◆ THE PROBLEM:
Every line of the records must be repeated exactly; pictures stay out.
----------
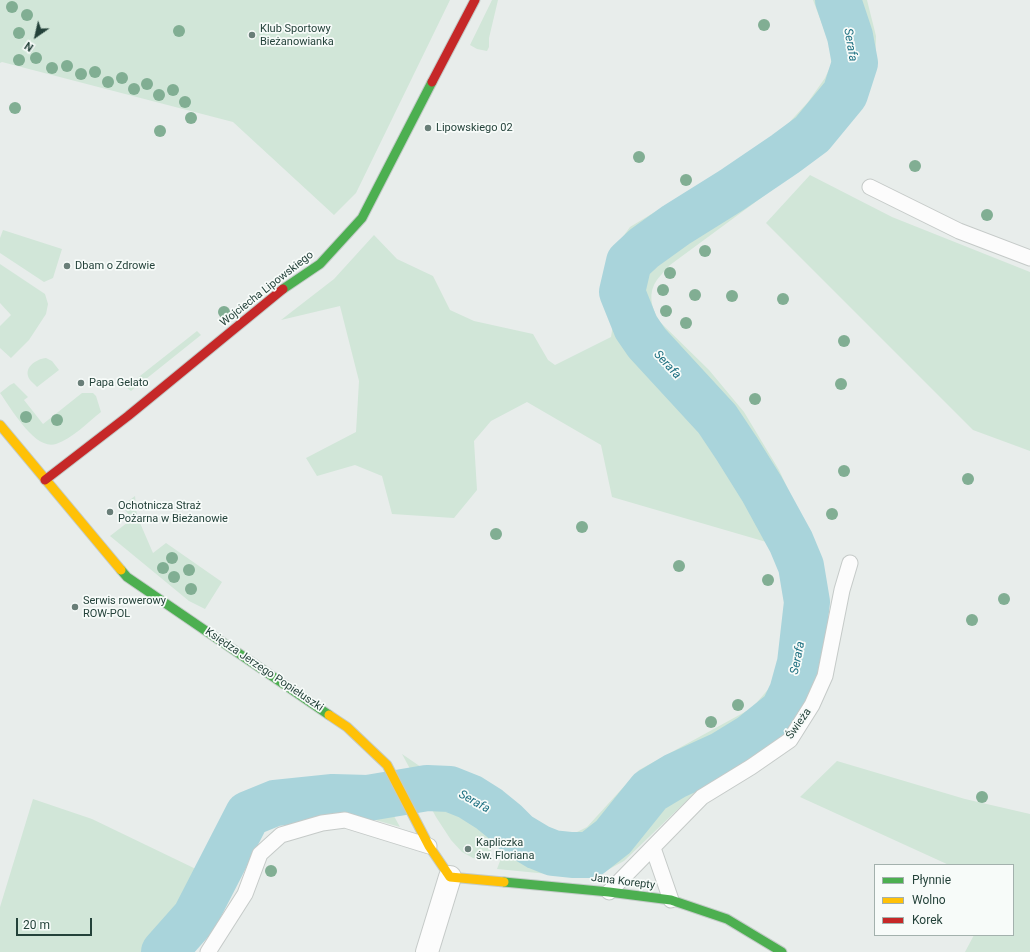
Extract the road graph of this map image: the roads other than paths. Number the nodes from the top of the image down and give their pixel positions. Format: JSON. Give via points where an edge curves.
{"nodes":[{"id":1,"x":475,"y":0,"type":"edge"},
{"id":2,"x":870,"y":187,"type":"dead end"},
{"id":3,"x":1030,"y":258,"type":"edge"},
{"id":4,"x":0,"y":426,"type":"edge"},
{"id":5,"x":45,"y":480,"type":"junction"},
{"id":6,"x":850,"y":563,"type":"dead end"},
{"id":7,"x":429,"y":846,"type":"junction"},
{"id":8,"x":653,"y":848,"type":"junction"},
{"id":9,"x":450,"y":877,"type":"junction"},
{"id":10,"x":609,"y":892,"type":"junction"},
{"id":11,"x":671,"y":900,"type":"junction"},
{"id":12,"x":208,"y":952,"type":"edge"},
{"id":13,"x":427,"y":952,"type":"edge"},
{"id":14,"x":782,"y":952,"type":"edge"}],
"edges":[{"from":1,"to":5,"type":"street","name":"Wojciecha Lipowskiego","via":[[362,218],[320,264],[283,289],[128,416]]},
{"from":2,"to":3,"type":"lane","via":[[959,231]]},
{"from":4,"to":5,"type":"street","name":"Księdza Jerzego Popiełuszki"},
{"from":5,"to":7,"type":"street","name":"Księdza Jerzego Popiełuszki","via":[[127,577],[347,727],[387,765]]},
{"from":6,"to":8,"type":"lane","name":"Świeża","via":[[825,676],[812,705],[790,740],[702,797]]},
{"from":7,"to":9,"type":"street","name":"Księdza Jerzego Popiełuszki"},
{"from":7,"to":12,"type":"lane","via":[[345,820],[281,834],[260,854],[245,894]]},
{"from":8,"to":10,"type":"lane","name":"Świeża"},
{"from":8,"to":11,"type":"lane"},
{"from":9,"to":10,"type":"street","name":"Jana Korepty"},
{"from":9,"to":13,"type":"street"},
{"from":10,"to":11,"type":"street","name":"Jana Korepty"},
{"from":11,"to":14,"type":"street","name":"Jana Korepty","via":[[727,919]]}]}
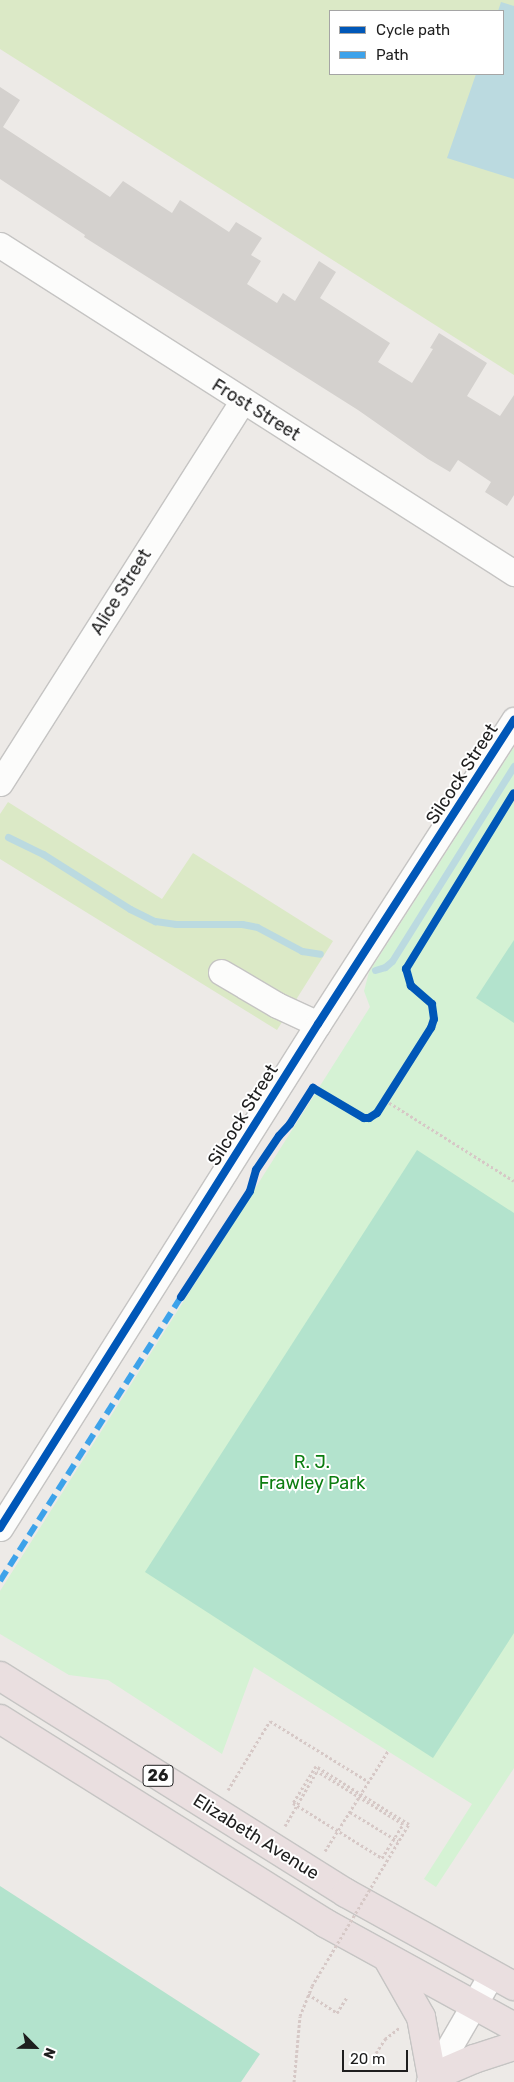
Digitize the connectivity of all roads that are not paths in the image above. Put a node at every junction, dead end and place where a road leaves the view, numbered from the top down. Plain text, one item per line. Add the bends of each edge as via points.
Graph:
1 (0, 245) edge
2 (242, 401) junction
3 (514, 572) edge
4 (514, 720) edge
5 (0, 783) edge
6 (221, 972) dead end
7 (318, 1024) junction
8 (0, 1528) edge
9 (0, 1676) edge
10 (0, 1719) edge
11 (387, 1959) junction
12 (503, 1980) edge
13 (474, 2006) junction
14 (514, 2028) edge
15 (514, 2046) edge
16 (431, 2080) edge

1 - 2 street, Frost Street
2 - 3 street, Frost Street
2 - 5 street, Alice Street
4 - 7 street, Silcock Street
6 - 7 street via 277,1005
7 - 8 street, Silcock Street
9 - 12 highway, Elizabeth Avenue / 26 via 346,1893
10 - 11 highway, Elizabeth Avenue / 26
11 - 13 highway, Elizabeth Avenue / 26
11 - 16 highway via 421,2017
12 - 13 street
13 - 14 highway, 26
13 - 16 street
15 - 16 highway via 474,2059

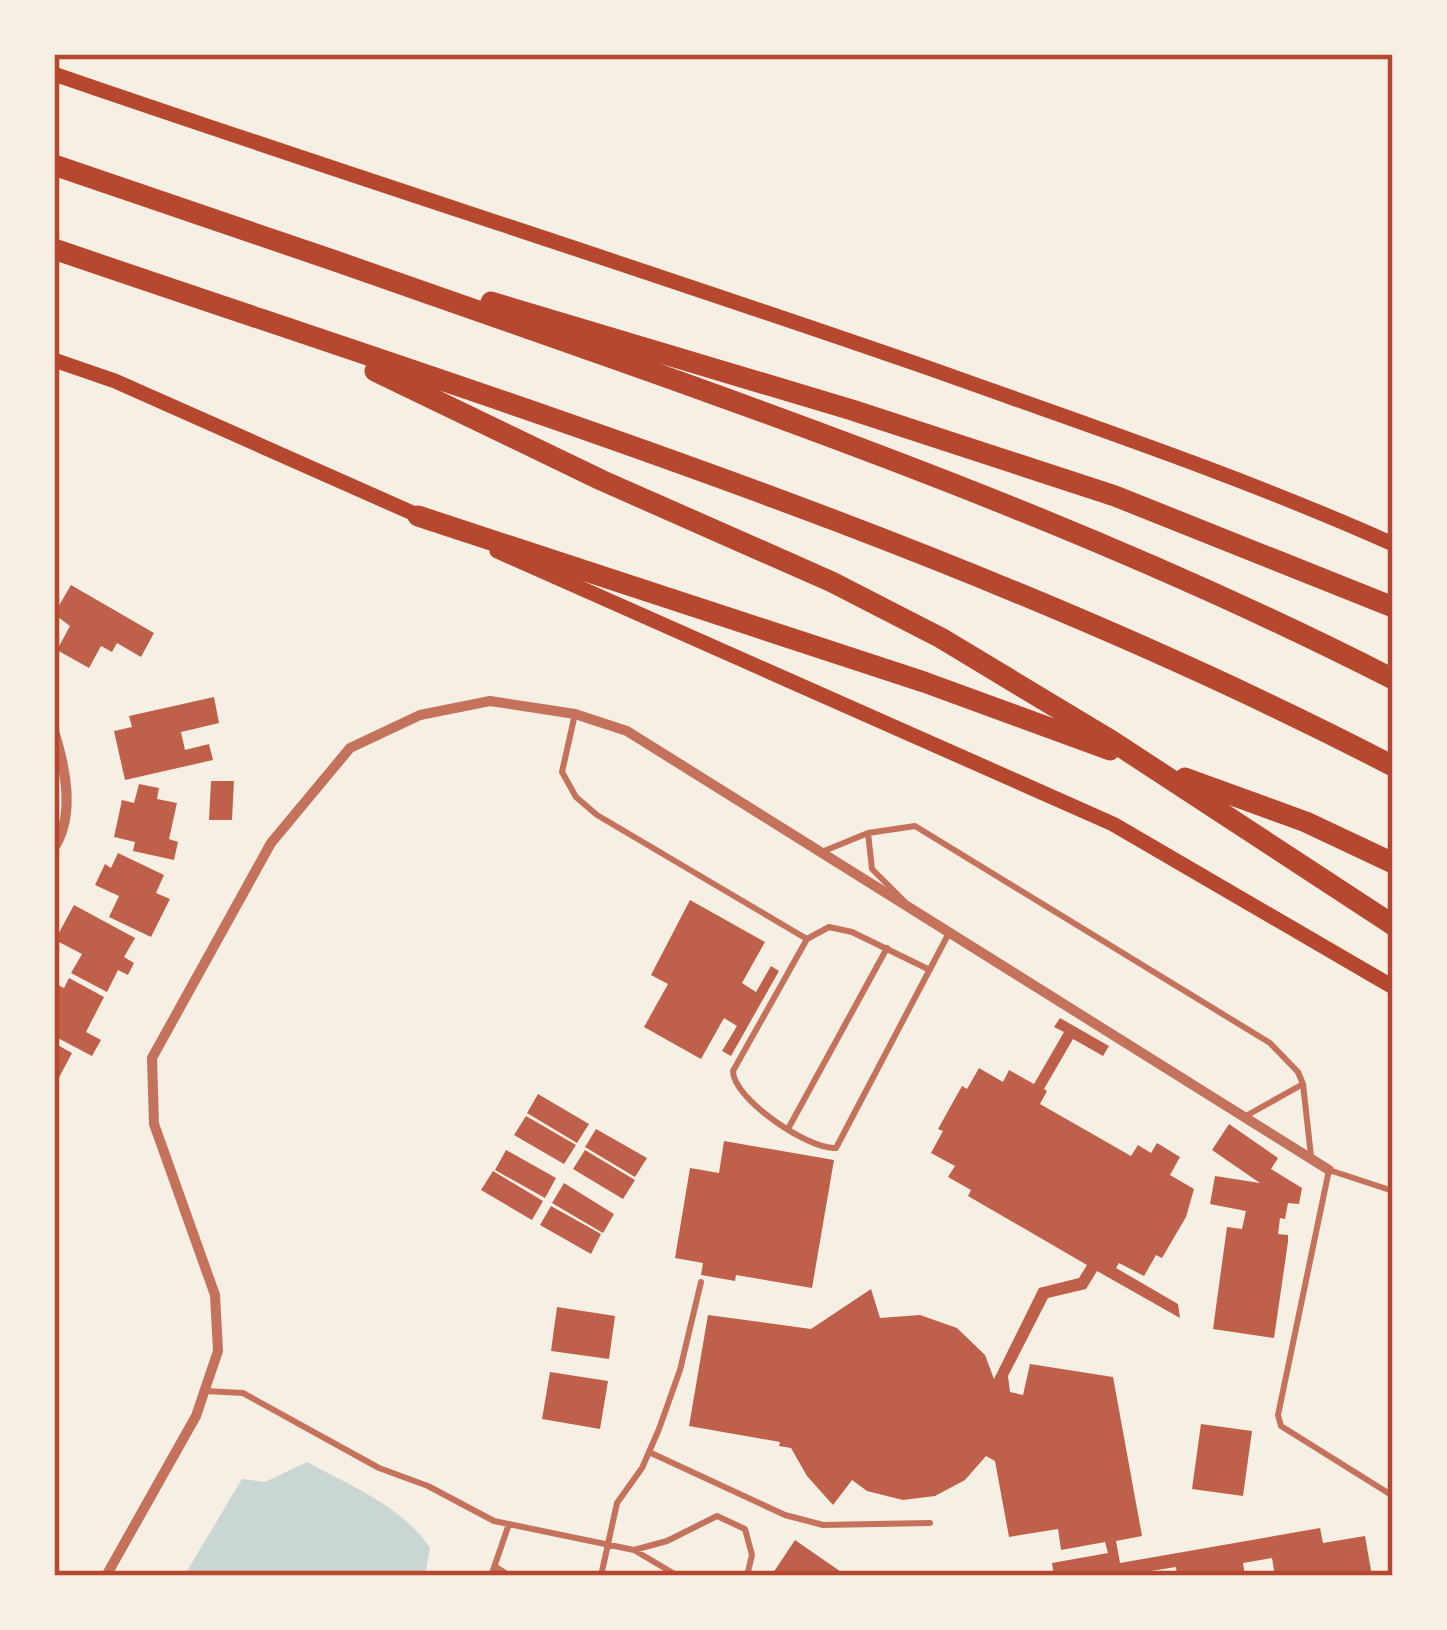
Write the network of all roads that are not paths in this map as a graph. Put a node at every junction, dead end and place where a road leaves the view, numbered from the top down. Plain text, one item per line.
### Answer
1 (54, 74) edge
2 (54, 165) edge
3 (54, 249) edge
4 (378, 274) junction
5 (283, 327) junction
6 (54, 360) edge
7 (418, 515) junction
8 (1393, 544) edge
9 (1393, 607) edge
10 (1393, 679) edge
11 (575, 714) junction
12 (54, 731) edge
13 (1393, 766) edge
14 (868, 833) junction
15 (54, 848) edge
16 (824, 851) junction
17 (1393, 863) edge
18 (904, 901) junction
19 (1393, 925) edge
20 (950, 931) junction
21 (807, 939) junction
22 (887, 947) junction
23 (930, 970) junction
24 (1393, 987) edge
25 (1303, 1084) junction
26 (1244, 1117) junction
27 (788, 1129) junction
28 (1311, 1160) junction
29 (1329, 1170) junction
30 (1393, 1191) edge
31 (701, 1282) dead end
32 (205, 1391) junction
33 (649, 1452) junction
34 (1393, 1496) edge
35 (930, 1523) dead end
36 (509, 1524) junction
37 (611, 1543) junction
38 (634, 1550) junction
39 (496, 1567) junction
40 (106, 1576) edge
41 (491, 1576) edge
42 (510, 1576) edge
43 (601, 1576) edge
44 (678, 1576) edge
45 (747, 1576) edge

1 - 8 main road
2 - 4 highway
3 - 5 highway
4 - 9 highway
4 - 10 highway
5 - 13 highway
5 - 19 highway
6 - 7 main road
7 - 17 highway
7 - 24 main road
11 - 16 street
11 - 21 lane
11 - 32 street
12 - 15 street
14 - 16 lane
14 - 18 lane
14 - 25 lane
16 - 18 street
18 - 20 street
20 - 23 lane
20 - 26 street
21 - 22 lane
21 - 27 lane
22 - 23 lane
22 - 27 lane
23 - 27 lane
25 - 26 lane
25 - 28 lane
26 - 28 street
28 - 29 street
29 - 30 lane
29 - 34 lane
31 - 33 lane
32 - 36 lane
32 - 40 street
33 - 35 lane
33 - 37 lane
36 - 37 lane
36 - 39 lane
37 - 38 lane
37 - 43 lane
38 - 44 lane
38 - 45 lane
39 - 41 lane
39 - 42 lane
----------
◆ THE COMPLETED TASK:
Extract the road graph of this map image: the roads other than paths. Number the nodes from the top of the image down and give their pixel positions. Format: JSON. Give via points where an edge curves.
{"nodes":[{"id":1,"x":475,"y":0,"type":"edge"},
{"id":2,"x":870,"y":187,"type":"dead end"},
{"id":3,"x":1030,"y":258,"type":"edge"},
{"id":4,"x":0,"y":426,"type":"edge"},
{"id":5,"x":45,"y":480,"type":"junction"},
{"id":6,"x":850,"y":563,"type":"dead end"},
{"id":7,"x":429,"y":846,"type":"junction"},
{"id":8,"x":653,"y":848,"type":"junction"},
{"id":9,"x":450,"y":877,"type":"junction"},
{"id":10,"x":609,"y":892,"type":"junction"},
{"id":11,"x":671,"y":900,"type":"junction"},
{"id":12,"x":208,"y":952,"type":"edge"},
{"id":13,"x":427,"y":952,"type":"edge"},
{"id":14,"x":782,"y":952,"type":"edge"}],
"edges":[{"from":1,"to":5,"type":"street","name":"Wojciecha Lipowskiego","via":[[362,218],[320,264],[283,289],[128,416]]},
{"from":2,"to":3,"type":"lane","via":[[959,231]]},
{"from":4,"to":5,"type":"street","name":"Księdza Jerzego Popiełuszki"},
{"from":5,"to":7,"type":"street","name":"Księdza Jerzego Popiełuszki","via":[[127,577],[347,727],[387,765]]},
{"from":6,"to":8,"type":"lane","name":"Świeża","via":[[825,676],[812,705],[790,740],[702,797]]},
{"from":7,"to":9,"type":"street","name":"Księdza Jerzego Popiełuszki"},
{"from":7,"to":12,"type":"lane","via":[[345,820],[281,834],[260,854],[245,894]]},
{"from":8,"to":10,"type":"lane","name":"Świeża"},
{"from":8,"to":11,"type":"lane"},
{"from":9,"to":10,"type":"street","name":"Jana Korepty"},
{"from":9,"to":13,"type":"street"},
{"from":10,"to":11,"type":"street","name":"Jana Korepty"},
{"from":11,"to":14,"type":"street","name":"Jana Korepty","via":[[727,919]]}]}
Digitize the connectivity of all roads that are not paths in the image above. Put a node at every junction, dead end and place where a road leaves the view, numbered from the top down. Plain text, one item per line. Add the bends of each edge as via points.
Graph:
1 (0, 245) edge
2 (242, 401) junction
3 (514, 572) edge
4 (514, 720) edge
5 (0, 783) edge
6 (221, 972) dead end
7 (318, 1024) junction
8 (0, 1528) edge
9 (0, 1676) edge
10 (0, 1719) edge
11 (387, 1959) junction
12 (503, 1980) edge
13 (474, 2006) junction
14 (514, 2028) edge
15 (514, 2046) edge
16 (431, 2080) edge

1 - 2 street, Frost Street
2 - 3 street, Frost Street
2 - 5 street, Alice Street
4 - 7 street, Silcock Street
6 - 7 street via 277,1005
7 - 8 street, Silcock Street
9 - 12 highway, Elizabeth Avenue / 26 via 346,1893
10 - 11 highway, Elizabeth Avenue / 26
11 - 13 highway, Elizabeth Avenue / 26
11 - 16 highway via 421,2017
12 - 13 street
13 - 14 highway, 26
13 - 16 street
15 - 16 highway via 474,2059

Write the network of all roads that are not paths in this map as a graph. Put a node at every junction, dead end and place where a road leaves the view, numbered from the top down. Plain text, one item per line.
### Answer
1 (54, 74) edge
2 (54, 165) edge
3 (54, 249) edge
4 (378, 274) junction
5 (283, 327) junction
6 (54, 360) edge
7 (418, 515) junction
8 (1393, 544) edge
9 (1393, 607) edge
10 (1393, 679) edge
11 (575, 714) junction
12 (54, 731) edge
13 (1393, 766) edge
14 (868, 833) junction
15 (54, 848) edge
16 (824, 851) junction
17 (1393, 863) edge
18 (904, 901) junction
19 (1393, 925) edge
20 (950, 931) junction
21 (807, 939) junction
22 (887, 947) junction
23 (930, 970) junction
24 (1393, 987) edge
25 (1303, 1084) junction
26 (1244, 1117) junction
27 (788, 1129) junction
28 (1311, 1160) junction
29 (1329, 1170) junction
30 (1393, 1191) edge
31 (701, 1282) dead end
32 (205, 1391) junction
33 (649, 1452) junction
34 (1393, 1496) edge
35 (930, 1523) dead end
36 (509, 1524) junction
37 (611, 1543) junction
38 (634, 1550) junction
39 (496, 1567) junction
40 (106, 1576) edge
41 (491, 1576) edge
42 (510, 1576) edge
43 (601, 1576) edge
44 (678, 1576) edge
45 (747, 1576) edge

1 - 8 main road
2 - 4 highway
3 - 5 highway
4 - 9 highway
4 - 10 highway
5 - 13 highway
5 - 19 highway
6 - 7 main road
7 - 17 highway
7 - 24 main road
11 - 16 street
11 - 21 lane
11 - 32 street
12 - 15 street
14 - 16 lane
14 - 18 lane
14 - 25 lane
16 - 18 street
18 - 20 street
20 - 23 lane
20 - 26 street
21 - 22 lane
21 - 27 lane
22 - 23 lane
22 - 27 lane
23 - 27 lane
25 - 26 lane
25 - 28 lane
26 - 28 street
28 - 29 street
29 - 30 lane
29 - 34 lane
31 - 33 lane
32 - 36 lane
32 - 40 street
33 - 35 lane
33 - 37 lane
36 - 37 lane
36 - 39 lane
37 - 38 lane
37 - 43 lane
38 - 44 lane
38 - 45 lane
39 - 41 lane
39 - 42 lane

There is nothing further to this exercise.